**What you should do**
In these entries, tally the lines where "options" occurs. Respond with only the count.

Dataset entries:

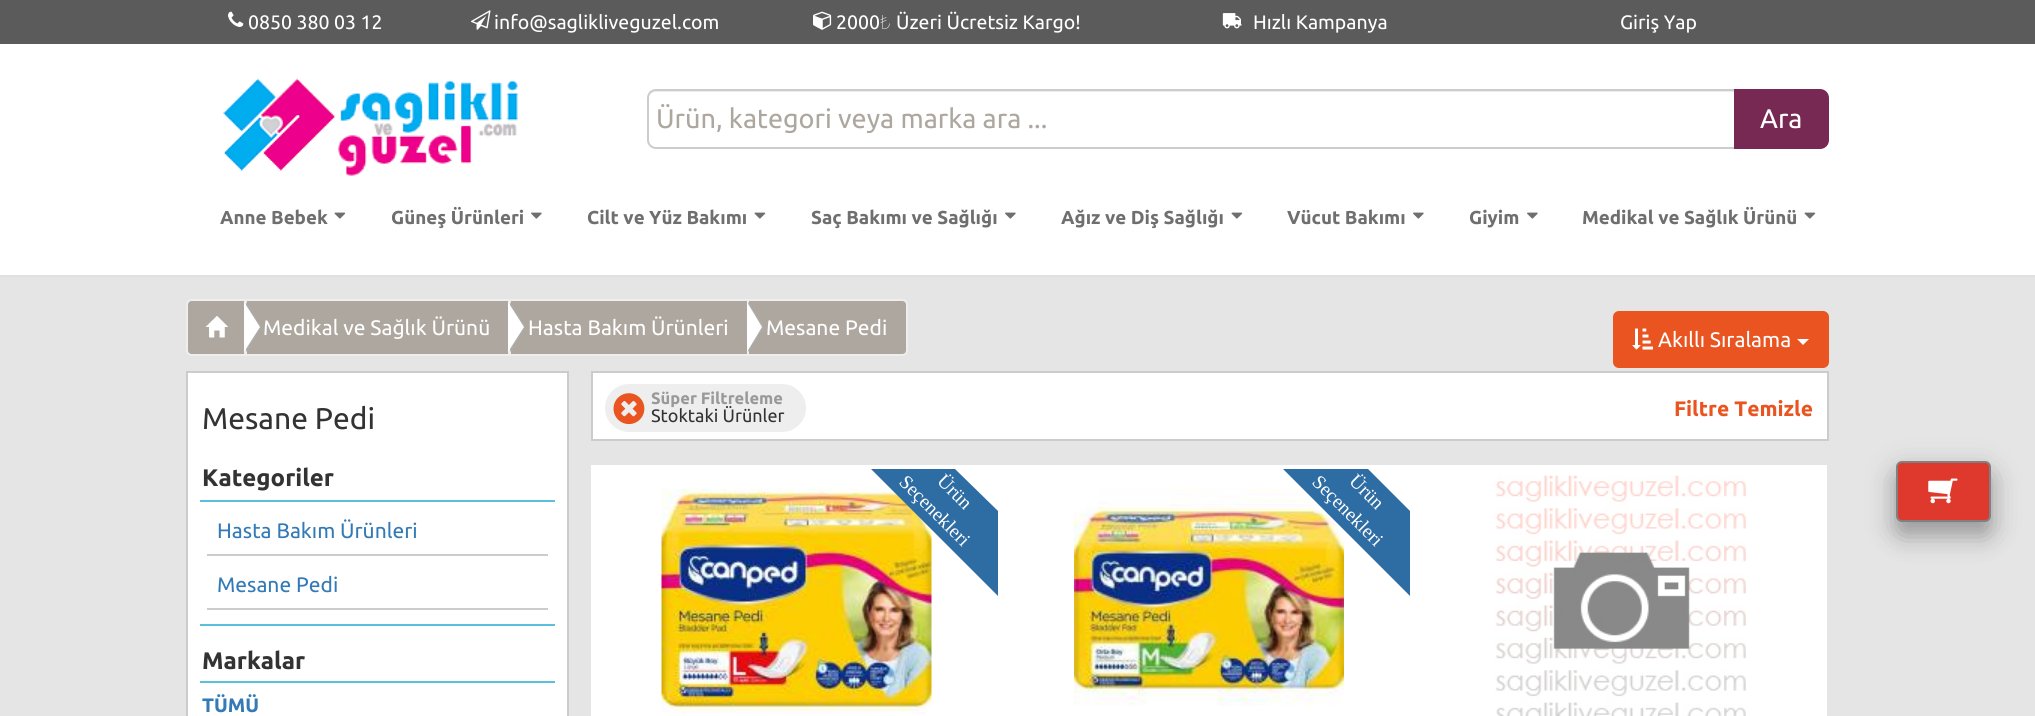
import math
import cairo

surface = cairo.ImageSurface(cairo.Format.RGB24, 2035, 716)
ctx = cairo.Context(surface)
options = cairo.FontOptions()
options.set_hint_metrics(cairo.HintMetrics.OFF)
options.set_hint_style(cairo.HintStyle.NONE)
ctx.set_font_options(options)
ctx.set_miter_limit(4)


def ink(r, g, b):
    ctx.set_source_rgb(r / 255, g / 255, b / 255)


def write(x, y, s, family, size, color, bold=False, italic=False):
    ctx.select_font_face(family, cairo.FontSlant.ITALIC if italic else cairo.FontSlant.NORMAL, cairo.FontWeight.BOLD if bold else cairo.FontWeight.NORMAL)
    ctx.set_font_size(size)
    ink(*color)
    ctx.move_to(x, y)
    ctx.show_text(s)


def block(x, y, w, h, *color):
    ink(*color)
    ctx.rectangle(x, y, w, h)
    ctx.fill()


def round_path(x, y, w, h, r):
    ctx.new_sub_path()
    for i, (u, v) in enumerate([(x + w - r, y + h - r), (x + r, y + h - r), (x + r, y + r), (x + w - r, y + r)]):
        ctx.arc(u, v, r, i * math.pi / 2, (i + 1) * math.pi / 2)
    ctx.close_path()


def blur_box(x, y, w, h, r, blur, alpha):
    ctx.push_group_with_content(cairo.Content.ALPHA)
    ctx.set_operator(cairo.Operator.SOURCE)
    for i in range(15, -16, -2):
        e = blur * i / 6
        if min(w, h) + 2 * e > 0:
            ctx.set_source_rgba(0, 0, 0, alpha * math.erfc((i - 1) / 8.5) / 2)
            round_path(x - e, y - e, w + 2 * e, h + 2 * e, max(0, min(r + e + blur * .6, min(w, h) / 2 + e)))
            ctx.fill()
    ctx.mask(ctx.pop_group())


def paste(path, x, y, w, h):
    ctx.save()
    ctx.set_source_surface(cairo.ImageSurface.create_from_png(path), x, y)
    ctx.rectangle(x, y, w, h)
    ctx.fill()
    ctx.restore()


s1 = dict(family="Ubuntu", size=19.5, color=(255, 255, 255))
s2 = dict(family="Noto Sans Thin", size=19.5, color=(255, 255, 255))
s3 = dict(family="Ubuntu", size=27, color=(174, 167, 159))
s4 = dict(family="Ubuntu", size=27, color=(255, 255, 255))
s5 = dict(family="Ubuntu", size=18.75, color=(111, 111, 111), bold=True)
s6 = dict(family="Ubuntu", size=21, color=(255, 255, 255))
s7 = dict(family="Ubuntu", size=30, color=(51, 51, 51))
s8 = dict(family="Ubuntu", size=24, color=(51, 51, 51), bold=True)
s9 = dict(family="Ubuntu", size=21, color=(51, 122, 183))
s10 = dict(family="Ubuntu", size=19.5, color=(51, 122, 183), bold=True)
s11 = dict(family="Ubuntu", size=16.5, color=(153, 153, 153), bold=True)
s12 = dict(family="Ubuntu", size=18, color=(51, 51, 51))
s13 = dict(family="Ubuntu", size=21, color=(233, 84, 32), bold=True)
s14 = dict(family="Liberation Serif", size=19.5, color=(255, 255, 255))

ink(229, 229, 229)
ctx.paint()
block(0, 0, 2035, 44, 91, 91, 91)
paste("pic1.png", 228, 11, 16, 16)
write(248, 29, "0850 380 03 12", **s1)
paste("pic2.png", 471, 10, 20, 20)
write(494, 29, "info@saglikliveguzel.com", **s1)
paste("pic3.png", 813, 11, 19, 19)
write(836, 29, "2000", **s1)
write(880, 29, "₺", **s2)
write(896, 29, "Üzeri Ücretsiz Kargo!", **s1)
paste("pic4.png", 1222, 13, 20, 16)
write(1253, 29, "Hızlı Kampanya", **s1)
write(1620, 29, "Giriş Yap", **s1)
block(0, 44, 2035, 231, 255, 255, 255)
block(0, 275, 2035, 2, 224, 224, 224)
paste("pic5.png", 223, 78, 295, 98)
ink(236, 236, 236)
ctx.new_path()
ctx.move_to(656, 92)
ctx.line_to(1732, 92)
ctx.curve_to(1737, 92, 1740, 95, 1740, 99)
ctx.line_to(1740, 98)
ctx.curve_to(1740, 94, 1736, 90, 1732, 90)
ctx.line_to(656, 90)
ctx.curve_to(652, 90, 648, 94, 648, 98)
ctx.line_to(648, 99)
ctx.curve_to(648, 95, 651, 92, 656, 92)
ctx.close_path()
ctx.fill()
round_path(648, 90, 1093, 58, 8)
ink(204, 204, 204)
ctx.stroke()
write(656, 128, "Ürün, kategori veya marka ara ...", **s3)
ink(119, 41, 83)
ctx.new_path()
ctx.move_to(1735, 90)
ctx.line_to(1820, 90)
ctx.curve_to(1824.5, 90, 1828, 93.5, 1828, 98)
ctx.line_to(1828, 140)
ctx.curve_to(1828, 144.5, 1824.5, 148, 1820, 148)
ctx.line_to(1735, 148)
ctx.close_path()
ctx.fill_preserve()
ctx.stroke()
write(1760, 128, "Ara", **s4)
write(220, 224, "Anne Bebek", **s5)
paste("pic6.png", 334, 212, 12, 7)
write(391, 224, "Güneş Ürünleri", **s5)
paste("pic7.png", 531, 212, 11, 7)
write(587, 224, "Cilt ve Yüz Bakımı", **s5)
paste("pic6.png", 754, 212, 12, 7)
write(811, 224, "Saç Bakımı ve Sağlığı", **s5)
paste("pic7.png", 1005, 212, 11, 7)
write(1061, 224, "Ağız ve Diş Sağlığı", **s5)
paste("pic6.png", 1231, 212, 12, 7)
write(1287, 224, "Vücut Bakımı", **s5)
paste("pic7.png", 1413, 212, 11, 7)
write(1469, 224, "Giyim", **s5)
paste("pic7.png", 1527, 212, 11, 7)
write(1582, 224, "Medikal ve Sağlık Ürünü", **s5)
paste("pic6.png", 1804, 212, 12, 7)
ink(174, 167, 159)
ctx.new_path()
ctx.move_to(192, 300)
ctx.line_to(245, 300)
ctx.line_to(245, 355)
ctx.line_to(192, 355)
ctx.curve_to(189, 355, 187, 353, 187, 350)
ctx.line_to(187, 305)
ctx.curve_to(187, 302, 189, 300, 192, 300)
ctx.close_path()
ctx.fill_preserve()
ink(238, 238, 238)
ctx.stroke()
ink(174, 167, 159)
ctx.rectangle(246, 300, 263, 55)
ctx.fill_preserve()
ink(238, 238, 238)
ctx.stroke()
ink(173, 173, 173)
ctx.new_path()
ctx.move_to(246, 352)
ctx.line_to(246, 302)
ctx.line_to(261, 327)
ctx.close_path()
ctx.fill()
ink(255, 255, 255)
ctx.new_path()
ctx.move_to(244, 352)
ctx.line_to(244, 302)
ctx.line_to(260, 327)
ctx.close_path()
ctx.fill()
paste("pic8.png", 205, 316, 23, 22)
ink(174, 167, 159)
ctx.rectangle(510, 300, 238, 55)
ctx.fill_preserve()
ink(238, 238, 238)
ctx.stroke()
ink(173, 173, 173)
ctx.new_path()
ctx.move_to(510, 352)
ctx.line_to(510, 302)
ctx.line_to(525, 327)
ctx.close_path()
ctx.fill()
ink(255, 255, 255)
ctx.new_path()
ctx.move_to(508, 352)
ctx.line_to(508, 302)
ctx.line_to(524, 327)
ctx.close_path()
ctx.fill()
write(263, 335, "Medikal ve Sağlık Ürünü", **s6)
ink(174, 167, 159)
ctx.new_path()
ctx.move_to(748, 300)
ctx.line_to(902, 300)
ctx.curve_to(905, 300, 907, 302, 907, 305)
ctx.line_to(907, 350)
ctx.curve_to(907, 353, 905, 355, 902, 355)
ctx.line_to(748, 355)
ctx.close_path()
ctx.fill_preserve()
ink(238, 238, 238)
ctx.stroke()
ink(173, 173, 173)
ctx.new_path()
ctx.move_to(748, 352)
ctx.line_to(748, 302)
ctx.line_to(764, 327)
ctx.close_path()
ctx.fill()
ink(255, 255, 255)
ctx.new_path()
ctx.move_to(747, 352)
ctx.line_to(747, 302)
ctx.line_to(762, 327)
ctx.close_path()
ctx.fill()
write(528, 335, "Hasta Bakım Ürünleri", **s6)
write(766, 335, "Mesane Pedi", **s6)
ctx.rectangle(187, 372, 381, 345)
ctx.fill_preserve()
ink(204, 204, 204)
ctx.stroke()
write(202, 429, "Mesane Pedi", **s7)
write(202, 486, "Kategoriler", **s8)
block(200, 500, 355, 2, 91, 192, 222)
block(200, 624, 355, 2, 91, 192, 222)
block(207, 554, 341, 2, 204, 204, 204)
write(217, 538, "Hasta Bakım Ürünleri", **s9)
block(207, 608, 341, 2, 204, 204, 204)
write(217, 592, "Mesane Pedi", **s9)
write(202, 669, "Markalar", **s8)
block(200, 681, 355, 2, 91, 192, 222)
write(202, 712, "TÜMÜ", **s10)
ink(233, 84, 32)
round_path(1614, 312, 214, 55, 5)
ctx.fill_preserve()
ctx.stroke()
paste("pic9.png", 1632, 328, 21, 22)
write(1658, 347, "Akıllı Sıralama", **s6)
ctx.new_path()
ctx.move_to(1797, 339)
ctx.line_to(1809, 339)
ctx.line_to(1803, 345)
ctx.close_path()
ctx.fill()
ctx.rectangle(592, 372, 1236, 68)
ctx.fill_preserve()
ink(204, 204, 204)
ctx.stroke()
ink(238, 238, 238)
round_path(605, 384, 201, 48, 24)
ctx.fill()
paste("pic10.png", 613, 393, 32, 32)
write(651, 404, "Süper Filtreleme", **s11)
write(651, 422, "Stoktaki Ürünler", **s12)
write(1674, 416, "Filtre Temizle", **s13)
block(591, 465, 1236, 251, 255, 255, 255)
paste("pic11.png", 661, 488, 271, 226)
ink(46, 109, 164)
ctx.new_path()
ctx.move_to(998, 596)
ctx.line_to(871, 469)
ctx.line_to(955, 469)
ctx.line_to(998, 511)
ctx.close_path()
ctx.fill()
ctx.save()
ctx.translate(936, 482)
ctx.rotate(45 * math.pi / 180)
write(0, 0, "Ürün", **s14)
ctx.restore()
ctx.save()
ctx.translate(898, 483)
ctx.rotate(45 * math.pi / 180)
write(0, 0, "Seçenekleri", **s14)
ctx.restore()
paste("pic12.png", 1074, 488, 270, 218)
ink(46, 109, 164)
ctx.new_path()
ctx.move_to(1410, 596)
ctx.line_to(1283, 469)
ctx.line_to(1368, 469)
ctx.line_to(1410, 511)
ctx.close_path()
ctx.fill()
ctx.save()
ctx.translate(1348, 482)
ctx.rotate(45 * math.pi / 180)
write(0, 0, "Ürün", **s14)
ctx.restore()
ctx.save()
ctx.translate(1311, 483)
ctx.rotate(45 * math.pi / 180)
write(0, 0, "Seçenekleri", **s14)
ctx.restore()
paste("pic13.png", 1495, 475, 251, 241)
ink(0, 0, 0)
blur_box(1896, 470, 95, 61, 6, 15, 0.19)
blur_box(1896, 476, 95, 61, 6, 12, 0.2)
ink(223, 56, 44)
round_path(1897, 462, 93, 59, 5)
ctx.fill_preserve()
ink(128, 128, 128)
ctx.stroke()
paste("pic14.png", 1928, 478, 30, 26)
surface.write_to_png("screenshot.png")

**Task answer**
4